As part of generating GPS trail overlays for timelapse videos, I needed to import part of the OSM dataset in to a PostGIS database. After a couple of days struggling with the import, I figured it might be worth understanding the problem space better to optimize the process to my needs.

The rough plan:

  1. Understand OSM PBF files
  2. Understand the import process
  3. Change the system to be more efficient (draw the rest of the owl)

The series of blogs will document the final solution. If you aren't technical, this isn't going to be very interesting. If you don't care about maps, this isn't going to be very interesting. If you don't care about optimizing things, this isn't going to be very interesting. Can you see the pattern? The pattern is not very interesting.

This is a results driven project. The correctness of the PostGIS database is not important, only correct maps at the end. The entire process is free to be manipulated.

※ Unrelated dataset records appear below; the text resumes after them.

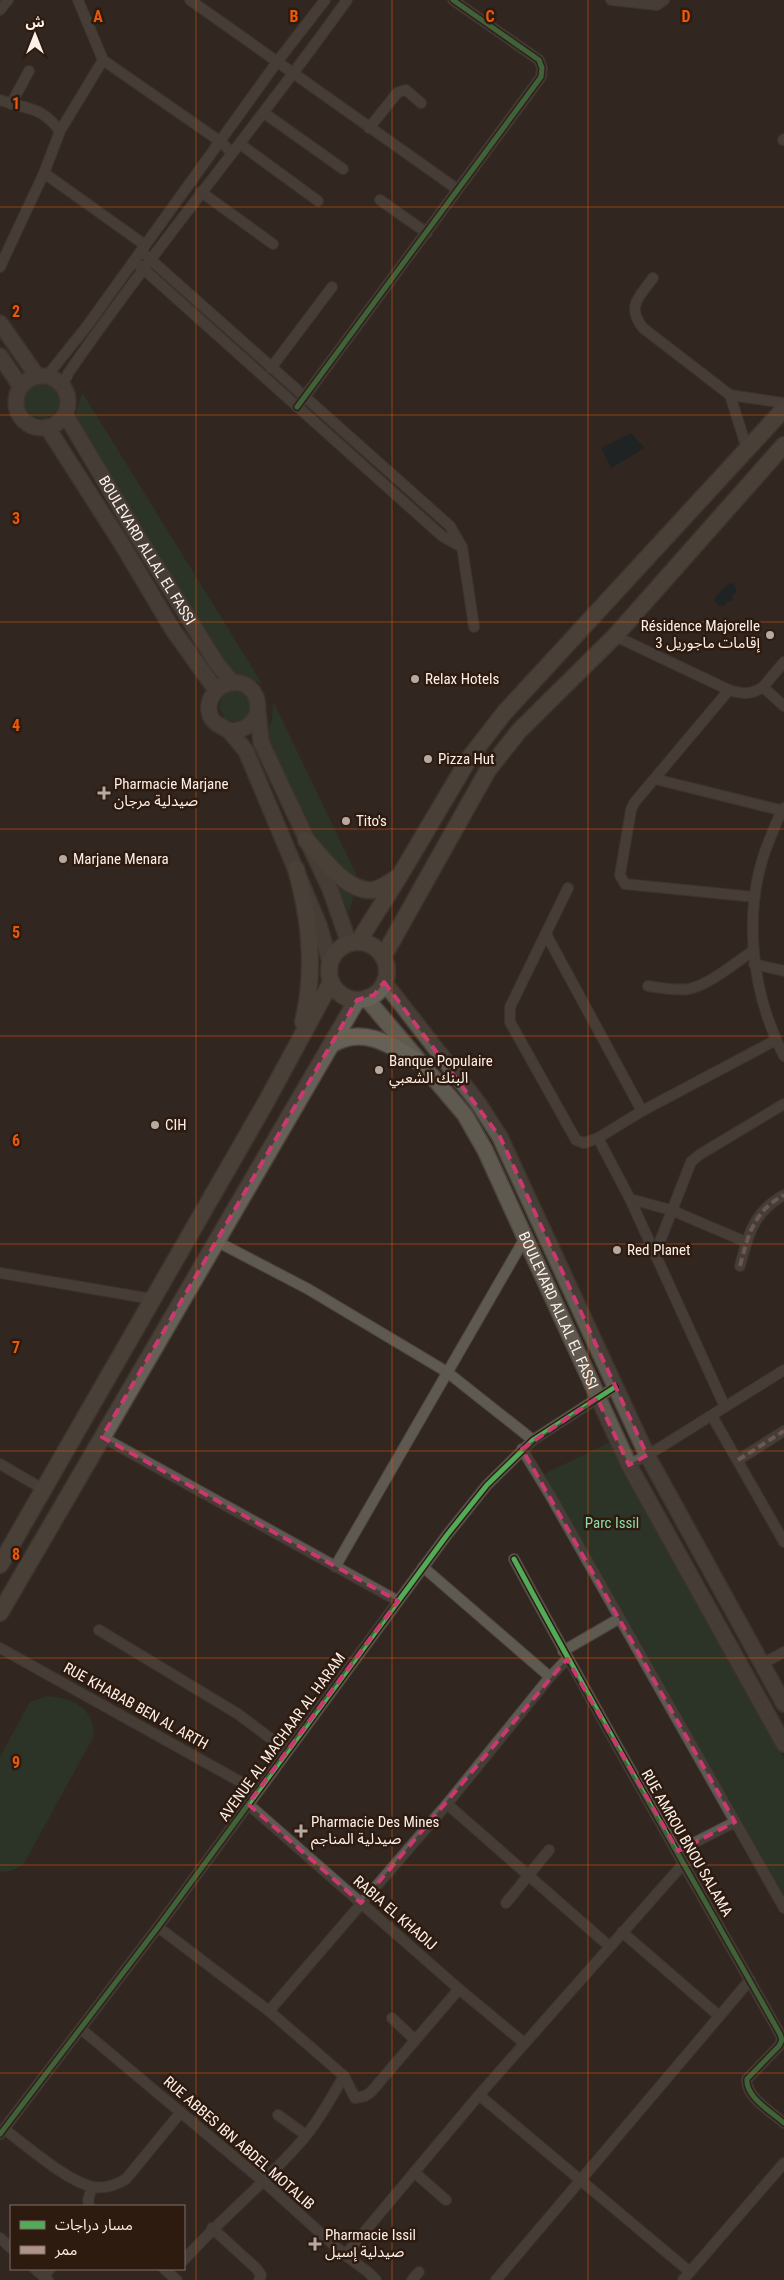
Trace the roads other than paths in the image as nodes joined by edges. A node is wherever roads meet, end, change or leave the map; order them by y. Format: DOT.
graph roads {
  1 [pos="8,0"];
  2 [pos="78,0"];
  3 [pos="190,0"];
  4 [pos="325,0"];
  5 [pos="347,0"];
  6 [pos="453,0"];
  7 [pos="610,0"];
  8 [pos="664,0"];
  9 [pos="0,10"];
  10 [pos="103,60"];
  11 [pos="277,62"];
  12 [pos="29,71"];
  13 [pos="293,75"];
  14 [pos="0,100"];
  15 [pos="421,103"];
  16 [pos="11,104"];
  17 [pos="264,113"];
  18 [pos="369,128"];
  19 [pos="60,131"];
  20 [pos="221,142"];
  21 [pos="240,144"];
  22 [pos="232,153"];
  23 [pos="343,169"];
  24 [pos="44,173"];
  25 [pos="457,189"];
  26 [pos="201,192"];
  27 [pos="380,200"];
  28 [pos="318,201"];
  29 [pos="427,232"];
  30 [pos="273,244"];
  31 [pos="143,248"];
  32 [pos="151,259"];
  33 [pos="135,261"];
  34 [pos="0,267"];
  35 [pos="144,269"];
  36 [pos="653,278"];
  37 [pos="332,287"];
  38 [pos="0,323"];
  39 [pos="0,356"];
  40 [pos="271,368"];
  41 [pos="42,376"];
  42 [pos="62,386"];
  43 [pos="21,387"];
  44 [pos="730,395"];
  45 [pos="304,398"];
  46 [pos="784,403"];
  47 [pos="298,407"];
  48 [pos="784,409"];
  49 [pos="65,414"];
  50 [pos="47,427"];
  51 [pos="784,445"];
  52 [pos="747,449"];
  53 [pos="462,547"];
  54 [pos="474,626"];
  55 [pos="614,636"];
  56 [pos="784,662"];
  57 [pos="233,683"];
  58 [pos="763,686"];
  59 [pos="216,690"];
  60 [pos="729,690"];
  61 [pos="784,706"];
  62 [pos="258,712"];
  63 [pos="229,731"];
  64 [pos="655,779"];
  65 [pos="783,810"];
  66 [pos="306,840"];
  67 [pos="296,869"];
  68 [pos="399,877"];
  69 [pos="568,888"];
  70 [pos="755,898"];
  71 [pos="546,934"];
  72 [pos="353,943"];
  73 [pos="754,951"];
  74 [pos="383,958"];
  75 [pos="330,962"];
  76 [pos="754,964"];
  77 [pos="784,971"];
  78 [pos="331,982"];
  79 [pos="384,982"];
  80 [pos="648,986"];
  81 [pos="362,999"];
  82 [pos="776,1040"];
  83 [pos="299,1041"];
  84 [pos="331,1045"];
  85 [pos="784,1056"];
  86 [pos="422,1064"];
  87 [pos="784,1104"];
  88 [pos="642,1111"];
  89 [pos="598,1138"];
  90 [pos="784,1195"];
  91 [pos="630,1199"];
  92 [pos="671,1210"];
  93 [pos="525,1238"];
  94 [pos="216,1240"];
  95 [pos="746,1242"];
  96 [pos="655,1254"];
  97 [pos="740,1266"];
  98 [pos="0,1273"];
  99 [pos="152,1299"];
  100 [pos="784,1370"];
  101 [pos="447,1372"];
  102 [pos="615,1387"];
  103 [pos="597,1398"];
  104 [pos="725,1407"];
  105 [pos="712,1416"];
  106 [pos="784,1431"];
  107 [pos="102,1438"];
  108 [pos="533,1440"];
  109 [pos="522,1449"];
  110 [pos="647,1455"];
  111 [pos="738,1460"];
  112 [pos="0,1464"];
  113 [pos="629,1464"];
  114 [pos="43,1488"];
  115 [pos="784,1542"];
  116 [pos="514,1560"];
  117 [pos="0,1564"];
  118 [pos="335,1567"];
  119 [pos="423,1567"];
  120 [pos="398,1601"];
  121 [pos="0,1613"];
  122 [pos="620,1618"];
  123 [pos="99,1630"];
  124 [pos="0,1648"];
  125 [pos="784,1652"];
  126 [pos="565,1655"];
  127 [pos="762,1664"];
  128 [pos="550,1676"];
  129 [pos="784,1704"];
  130 [pos="784,1744"];
  131 [pos="287,1751"];
  132 [pos="257,1791"];
  133 [pos="248,1804"];
  134 [pos="447,1804"];
  135 [pos="735,1822"];
  136 [pos="549,1850"];
  137 [pos="678,1851"];
  138 [pos="684,1863"];
  139 [pos="529,1875"];
  140 [pos="361,1903"];
  141 [pos="506,1903"];
  142 [pos="784,1908"];
  143 [pos="158,1927"];
  144 [pos="622,1932"];
  145 [pos="609,1946"];
  146 [pos="750,1980"];
  147 [pos="459,1989"];
  148 [pos="269,2011"];
  149 [pos="718,2015"];
  150 [pos="392,2018"];
  151 [pos="81,2029"];
  152 [pos="415,2040"];
  153 [pos="524,2043"];
  154 [pos="344,2076"];
  155 [pos="479,2094"];
  156 [pos="181,2112"];
  157 [pos="278,2115"];
  158 [pos="784,2123"];
  159 [pos="2,2131"];
  160 [pos="306,2136"];
  161 [pos="784,2163"];
  162 [pos="414,2172"];
  163 [pos="582,2179"];
  164 [pos="264,2182"];
  165 [pos="92,2186"];
  166 [pos="446,2200"];
  167 [pos="89,2205"];
  168 [pos="212,2228"];
  169 [pos="0,2238"];
  170 [pos="10,2247"];
  171 [pos="345,2255"];
  172 [pos="185,2259"];
  173 [pos="368,2272"];
  174 [pos="687,2276"];
  175 [pos="259,2280"];
  176 [pos="360,2280"];
  177 [pos="376,2280"];
  178 [pos="496,2280"];
  1 -- 9 [label="street"];
  2 -- 10 [label="street"];
  3 -- 11 [label="street"];
  4 -- 11 [label="street"];
  5 -- 13 [label="street"];
  6 -- 25 [label="street"];
  7 -- 8 [label="street"];
  10 -- 19 [label="street"];
  10 -- 20 [label="street"];
  11 -- 13 [label="street"];
  11 -- 20 [label="street"];
  12 -- 16 [label="street"];
  13 -- 17 [label="street"];
  13 -- 18 [label="street"];
  14 -- 16 [label="street"];
  15 -- 18 [label="street"];
  16 -- 19 [label="street"];
  17 -- 21 [label="street"];
  17 -- 23 [label="street"];
  18 -- 25 [label="street"];
  19 -- 24 [label="street"];
  20 -- 22 [label="street"];
  20 -- 31 [label="street"];
  21 -- 22 [label="street"];
  21 -- 28 [label="street"];
  22 -- 26 [label="street"];
  24 -- 31 [label="street"];
  24 -- 34 [label="street"];
  25 -- 29 [label="street"];
  26 -- 30 [label="street"];
  26 -- 32 [label="street"];
  27 -- 29 [label="street"];
  29 -- 45 [label="street"];
  31 -- 32 [label="street"];
  31 -- 33 [label="street"];
  32 -- 35 [label="street"];
  32 -- 40 [label="street"];
  33 -- 35 [label="street"];
  33 -- 41 [label="street"];
  35 -- 42 [label="street"];
  35 -- 47 [label="street"];
  36 -- 44 [label="street"];
  37 -- 40 [label="street"];
  38 -- 41 [label="main road"];
  39 -- 43 [label="main road"];
  40 -- 45 [label="street"];
  41 -- 42 [label="main road"];
  41 -- 43 [label="main road"];
  42 -- 49 [label="main road"];
  43 -- 50 [label="main road"];
  44 -- 46 [label="street"];
  44 -- 52 [label="street"];
  45 -- 47 [label="street"];
  45 -- 53 [label="street"];
  47 -- 53 [label="street"];
  48 -- 52 [label="main road"];
  49 -- 50 [label="main road"];
  49 -- 57 [label="main road, BOULEVARD ALLAL EL FASSI"];
  50 -- 59 [label="main road, BOULEVARD ALLAL EL FASSI"];
  51 -- 55 [label="main road"];
  52 -- 68 [label="main road"];
  53 -- 54 [label="street"];
  55 -- 60 [label="street"];
  55 -- 74 [label="main road"];
  56 -- 58 [label="street"];
  57 -- 59 [label="main road"];
  57 -- 62 [label="main road"];
  58 -- 60 [label="street"];
  58 -- 61 [label="street"];
  59 -- 63 [label="main road"];
  60 -- 64 [label="street"];
  62 -- 63 [label="main road"];
  62 -- 66 [label="main road"];
  63 -- 67 [label="main road"];
  64 -- 65 [label="street"];
  64 -- 70 [label="street"];
  65 -- 70 [label="street"];
  66 -- 68 [label="main road"];
  66 -- 72 [label="main road"];
  67 -- 75 [label="main road"];
  67 -- 83 [label="main road"];
  68 -- 72 [label="main road"];
  69 -- 71 [label="street"];
  70 -- 73 [label="street"];
  71 -- 88 [label="street"];
  71 -- 89 [label="street"];
  72 -- 74 [label="main road"];
  72 -- 75 [label="main road"];
  73 -- 76 [label="street"];
  73 -- 80 [label="street"];
  74 -- 79 [label="main road"];
  75 -- 78 [label="main road"];
  76 -- 77 [label="street"];
  76 -- 82 [label="street"];
  78 -- 81 [label="main road"];
  78 -- 83 [label="main road"];
  79 -- 81 [label="main road"];
  79 -- 102 [label="main road, BOULEVARD ALLAL EL FASSI"];
  81 -- 84 [label="main road"];
  81 -- 86 [label="main road, BOULEVARD ALLAL EL FASSI"];
  82 -- 85 [label="street"];
  82 -- 88 [label="street"];
  83 -- 99 [label="main road"];
  84 -- 86 [label="main road"];
  84 -- 94 [label="main road"];
  86 -- 93 [label="main road, BOULEVARD ALLAL EL FASSI"];
  87 -- 92 [label="street"];
  88 -- 89 [label="street"];
  89 -- 91 [label="street"];
  90 -- 95 [label="street"];
  91 -- 92 [label="street"];
  91 -- 96 [label="street"];
  92 -- 95 [label="street"];
  92 -- 96 [label="street"];
  93 -- 101 [label="street"];
  93 -- 103 [label="main road, BOULEVARD ALLAL EL FASSI"];
  94 -- 101 [label="street"];
  94 -- 107 [label="main road"];
  95 -- 97 [label="street"];
  96 -- 104 [label="street"];
  98 -- 99 [label="street"];
  99 -- 114 [label="main road"];
  100 -- 104 [label="street"];
  101 -- 108 [label="street"];
  101 -- 118 [label="street"];
  102 -- 103 [label="street, AVENUE AL MACHAAR AL HARAM"];
  102 -- 110 [label="main road, BOULEVARD ALLAL EL FASSI"];
  103 -- 108 [label="street, AVENUE AL MACHAAR AL HARAM"];
  103 -- 113 [label="main road, BOULEVARD ALLAL EL FASSI"];
  104 -- 105 [label="street"];
  105 -- 110 [label="street"];
  105 -- 111 [label="street"];
  106 -- 111 [label="street"];
  107 -- 118 [label="street"];
  107 -- 121 [label="main road"];
  108 -- 109 [label="street, AVENUE AL MACHAAR AL HARAM"];
  109 -- 119 [label="street, AVENUE AL MACHAAR AL HARAM"];
  109 -- 122 [label="street"];
  110 -- 113 [label="street"];
  110 -- 127 [label="main road, BOULEVARD ALLAL EL FASSI"];
  111 -- 115 [label="street"];
  112 -- 114 [label="street"];
  113 -- 130 [label="main road, BOULEVARD ALLAL EL FASSI"];
  114 -- 117 [label="main road"];
  116 -- 126 [label="street, RUE AMROU BNOU SALAMA"];
  118 -- 120 [label="street"];
  119 -- 120 [label="street, AVENUE AL MACHAAR AL HARAM"];
  119 -- 128 [label="street"];
  120 -- 131 [label="street, AVENUE AL MACHAAR AL HARAM"];
  122 -- 126 [label="street"];
  122 -- 135 [label="street"];
  123 -- 131 [label="street"];
  124 -- 132 [label="street, RUE KHABAB BEN AL ARTH"];
  125 -- 127 [label="street"];
  126 -- 128 [label="street"];
  126 -- 137 [label="street, RUE AMROU BNOU SALAMA"];
  127 -- 129 [label="main road, BOULEVARD ALLAL EL FASSI"];
  128 -- 134 [label="street"];
  131 -- 132 [label="street, AVENUE AL MACHAAR AL HARAM"];
  132 -- 133 [label="street, AVENUE AL MACHAAR AL HARAM"];
  133 -- 140 [label="street, RABIA EL KHADIJ"];
  133 -- 143 [label="street, AVENUE AL MACHAAR AL HARAM"];
  134 -- 139 [label="street"];
  134 -- 140 [label="street"];
  135 -- 137 [label="street"];
  135 -- 142 [label="street"];
  136 -- 139 [label="street"];
  137 -- 138 [label="street, RUE AMROU BNOU SALAMA"];
  138 -- 144 [label="street"];
  138 -- 146 [label="street, RUE AMROU BNOU SALAMA"];
  139 -- 141 [label="street"];
  139 -- 145 [label="street"];
  140 -- 147 [label="street, RABIA EL KHADIJ"];
  140 -- 148 [label="street"];
  143 -- 148 [label="street"];
  143 -- 151 [label="street, AVENUE AL MACHAAR AL HARAM"];
  144 -- 145 [label="street"];
  144 -- 149 [label="street"];
  145 -- 153 [label="street"];
  146 -- 149 [label="street"];
  146 -- 158 [label="street, RUE AMROU BNOU SALAMA"];
  147 -- 152 [label="street"];
  147 -- 153 [label="street, RABIA EL KHADIJ"];
  148 -- 154 [label="street"];
  149 -- 163 [label="street"];
  150 -- 152 [label="street"];
  151 -- 156 [label="street, RUE ABBES IBN ABDEL MOTALIB"];
  151 -- 159 [label="street, AVENUE AL MACHAAR AL HARAM"];
  152 -- 154 [label="street"];
  153 -- 155 [label="street"];
  154 -- 160 [label="street"];
  155 -- 162 [label="street"];
  155 -- 163 [label="street"];
  156 -- 164 [label="street, RUE ABBES IBN ABDEL MOTALIB"];
  156 -- 165 [label="street"];
  157 -- 160 [label="street"];
  159 -- 165 [label="street"];
  160 -- 164 [label="street"];
  161 -- 174 [label="street"];
  162 -- 166 [label="street"];
  162 -- 171 [label="street"];
  163 -- 174 [label="street"];
  163 -- 178 [label="street"];
  164 -- 168 [label="street"];
  164 -- 171 [label="street, RUE ABBES IBN ABDEL MOTALIB"];
  165 -- 167 [label="street"];
  168 -- 172 [label="street"];
  168 -- 175 [label="street"];
  169 -- 170 [label="street"];
  171 -- 173 [label="street, RUE ABBES IBN ABDEL MOTALIB"];
  173 -- 176 [label="street"];
  173 -- 177 [label="street, RUE ABBES IBN ABDEL MOTALIB"];
}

That being said, everything in this space is C/C++/Java, none of which are languages I have a strong familiarity with, so the less manipulation in the existing tools, the better.

The problem

squirrel@emu:~/osm2pgsql/build$ ./osm2pgsql us-20200905.osm.pbf
osm2pgsql version 1.3.0 (1.3.0-changed)

Allocating memory for dense node cache
Allocating dense node cache in one big chunk
Allocating memory for sparse node cache
Sharing dense sparse
Node-cache: cache=8000MB, maxblocks=128000*65536, allocation method=11
Mid: pgsql, cache=8000
Setting up table: planet_osm_nodes
Setting up table: planet_osm_ways
Setting up table: planet_osm_rels
Using lua based tag processing pipeline with script openstreetmap-carto.lua
Using projection SRS 3857 (Spherical Mercator)
Setting up table: planet_osm_point
Setting up table: planet_osm_line
Setting up table: planet_osm_polygon
Setting up table: planet_osm_roads

Reading in file: us-20200905.osm.pbf
Using PBF parser.
Processing: Node(882792k 495.1k/s) Way(81909k 2.04k/s) Relation(271710 16.6/s)
node cache: stored: 638575926(72.34%), storage efficiency: 60.90% (dense blocks: 52425, sparse nodes: 309555201), hit rate: 73.02%
Osm2pgsql failed due to ERROR: std::bad_alloc
Command line has been removed to simplify the output, however this and future imports will be with 8GB cache, slim, drop, hstore, the OSM transformation/style, and 12 threads unless specified otherwise.

This took approximately 16 hours to fail.


We have two goals:

  1. don't fail
  2. do it in less than 16 hours

Side note: it was able to import when the system had swap enabled, and it took approximately 3 days*. Server is an i7-5820K with 32GB of RAM, with a bunch of stuff running on it. Disk (including swap) is spinning rust. Lowering the cache size helps with crashing, but that makes us swap**, which is exponentially slower, and I aborted it after a week.

* This journey started early September. I had a complete import of the US months ago, it just took 3 days. But that wasn't good enough.

** I use the term swap throughout this blog to refer to disk thrashing in any form, because it's 4 letters ("swap") instead of 14 letters ("disk thrashing")***. Much of the swapping is paging in memory mapped files, which is all a swap file is****

*** It's because of that kind of efficiency that they pay me the big bucks.

**** I know this is wrong, deal with it.